ドイツの貯蓄銀行と協同組合系金融機関は、自前のアプリ内で個人向け仮想通貨サービスの導入を進めており、デジタル資産取引を主流の銀行チャネルに組み込むことでアクセス拡大につながる可能性がある。
この主張の中核を成す2つの要素は、それぞれ権威ある報道によって裏付けられている。CoinDesk(2025年7月1日)は、SparkassenがDekaBankを通じてモバイルバンキングアプリ内でビットコインとイーサリアムの取引を提供する計画を確認している。CoinDesk(2026年1月14日)は、DZ Bankがドイツの協同組合銀行全体で個人向け仮想通貨プラットフォーム「meinKrypto」を展開するため、MiCAの承認を取得したと確認している。いずれも、CryptoBriefingの記事が示す、第三者プラットフォームを介さず既存の銀行アプリに仮想通貨取引を統合するという説明と整合している。
ドイツの貯蓄銀行と協同組合銀行は、自前の銀行アプリを通じた個人向け仮想通貨取引の導入を進めている。これは、約8000万件の顧客基盤を持つ金融機関全体でデジタル資産へのアクセスを広げる可能性がある。DZ BankのmeinKryptoプラットフォームはすでにVR Banking Appで稼働しており、ビットコイン、イーサリアム、ライトコイン、カルダノを提供している。一方、DekaBankは貯蓄銀行向けに同様の商品の開発を進めており、今年後半に段階的な導入を予定している。参加するかどうかは各銀行および各シュパルカッセが個別に判断する。 この展開は、2021年に仮想通貨をリスクが高すぎるとして退けていた金融機関にとって大きな方針転換である。この変化を後押ししたのがEUの暗号資産市場規則(MiCA)であり、BaFinは2025年12月下旬にmeinKryptoを認可した。保管はBoerse Stuttgart Digitalがドイツの監督下で担う。

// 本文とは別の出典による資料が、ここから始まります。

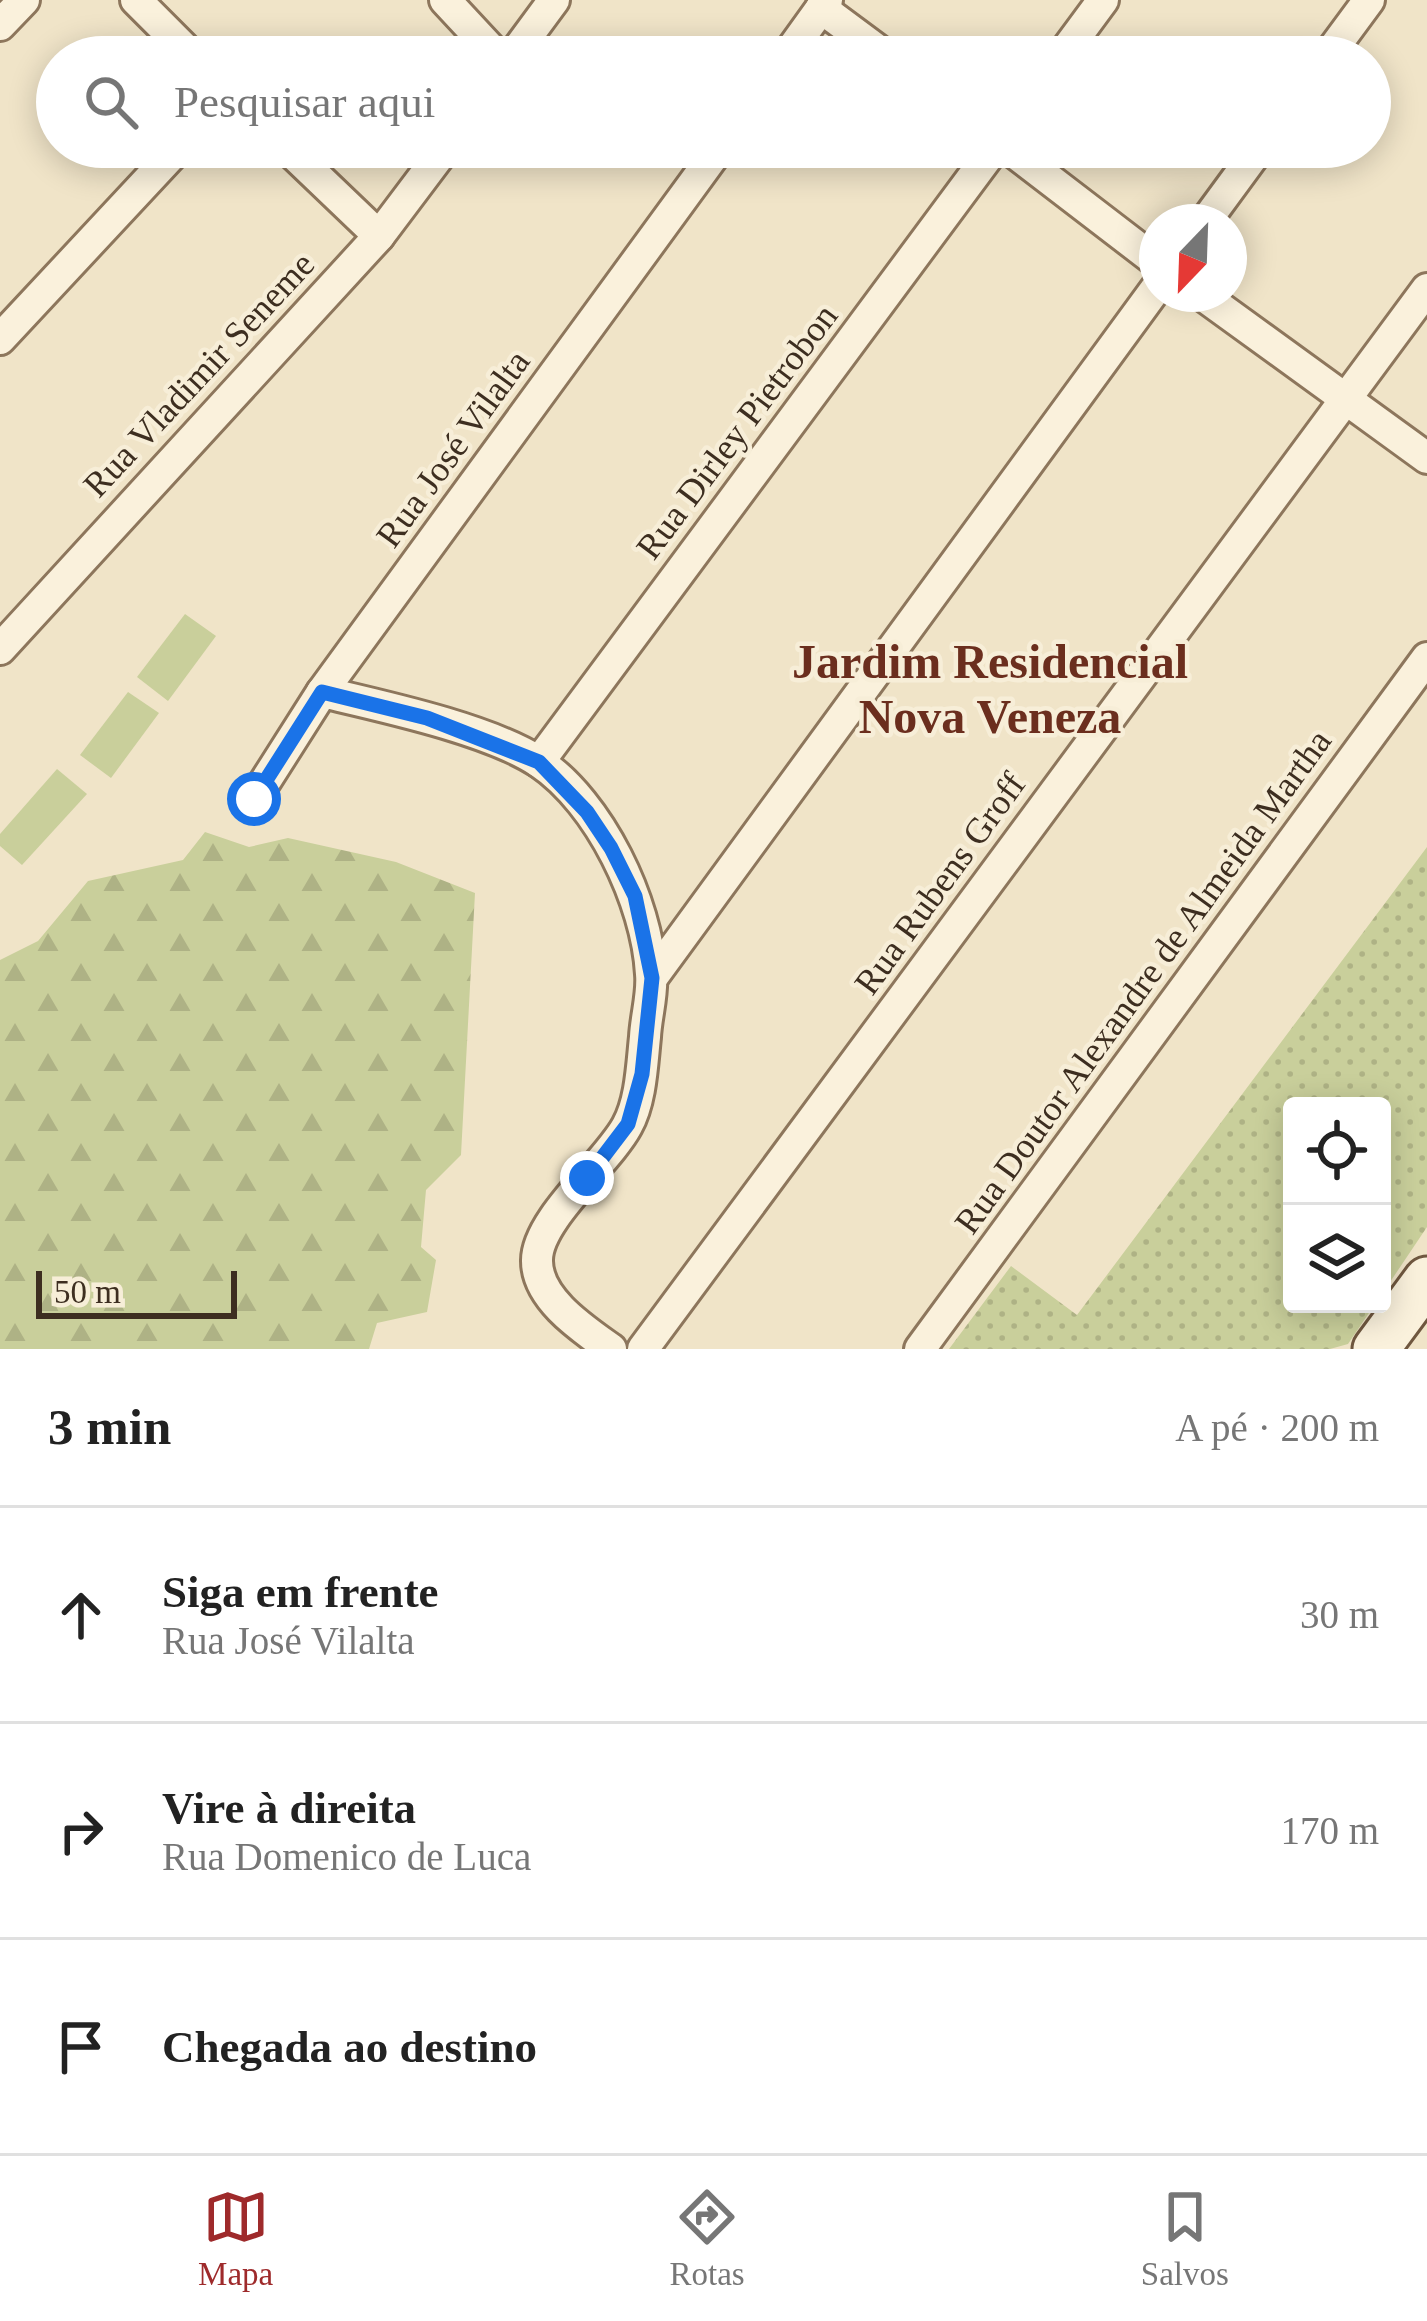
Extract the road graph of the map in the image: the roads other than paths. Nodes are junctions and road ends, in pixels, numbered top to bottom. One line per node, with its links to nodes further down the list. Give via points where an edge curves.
1 (24, 0): 8 (street)
2 (136, 0): 9 (street)
3 (446, 0): 10 (street)
4 (554, 0): 11 (street)
5 (1103, 0): 14 (street)
6 (1369, 0): 15 (street)
7 (824, 4): 12 (street); 13 (street)
8 (0, 25)
9 (172, 36)
10 (479, 36)
11 (527, 36)
12 (801, 36)
13 (862, 36)
14 (1076, 36)
15 (1342, 36)
16 (159, 168): 29 (street)
17 (308, 168): 24 (street)
18 (430, 168): 24 (street, Rua Vladimir Seneme)
19 (705, 168): 34 (street, Rua José Vilalta)
20 (979, 168): 35 (street, Rua Dirley Pietrobon)
21 (1034, 168): 25 (street)
22 (1245, 168): 23 (street)
23 (1218, 204)
24 (380, 236): 32 (street, Rua Vladimir Seneme)
25 (1139, 248)
26 (1427, 289): 30 (street, Rua Rubens Groff)
27 (1139, 312): 37 (street)
28 (1226, 312): 30 (street)
29 (0, 339)
30 (1346, 398): 31 (street); 40 (street, Rua Rubens Groff)
31 (1427, 458)
32 (0, 649)
33 (1427, 658): 41 (street, Rua Doutor Alexandre de Almeida Martha)
34 (322, 692): 35 (street, via 427,718); 36 (street, Rua José Vilalta)
35 (539, 762): 37 (street, via 611,848 635,896)
36 (254, 799)
37 (652, 978): 39 (street, via 628,1124 536,1258 551,1296)
38 (1427, 1280): 42 (main road)
39 (610, 1349)
40 (643, 1349)
41 (920, 1349)
42 (1376, 1349)

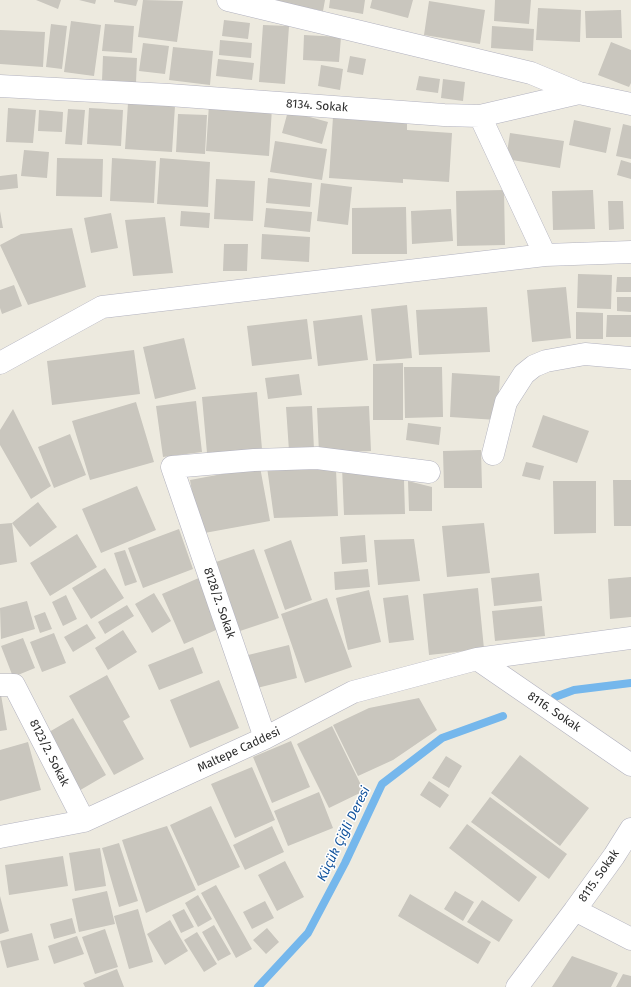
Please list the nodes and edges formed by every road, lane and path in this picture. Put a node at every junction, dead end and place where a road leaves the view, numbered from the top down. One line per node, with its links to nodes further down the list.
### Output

このモデルでは、顧客を外部の仮想通貨取引所に誘導するのではなく、既存の銀行チャネル内で取引を完結させる。 今回の拡大は、金融機関が若くテクノロジーに明るい顧客を引き留める助けとなり、使い慣れた金融アプリ内で仮想通貨投資をより身近にする可能性がある。一方で、伝統的な銀行の顧客が投機性の高い資産のリスクを十分に理解しないまま利用する恐れがあるとの警告も再燃している。貯蓄銀行側の業界団体でさえ、仮想通貨には元本をすべて失うリスクがあると説明し、このサービスは自己判断で投資する投資家のみを対象にしているとしている。こうした議論が起きる中、ビットコインは62,483ドル近辺で取引されており、2025年10月の過去最高値126,080ドルを約50%下回っている。銀行の信用力を背景にした提供モデルが次の市場急落局面でも持ちこたえられるかが問われている。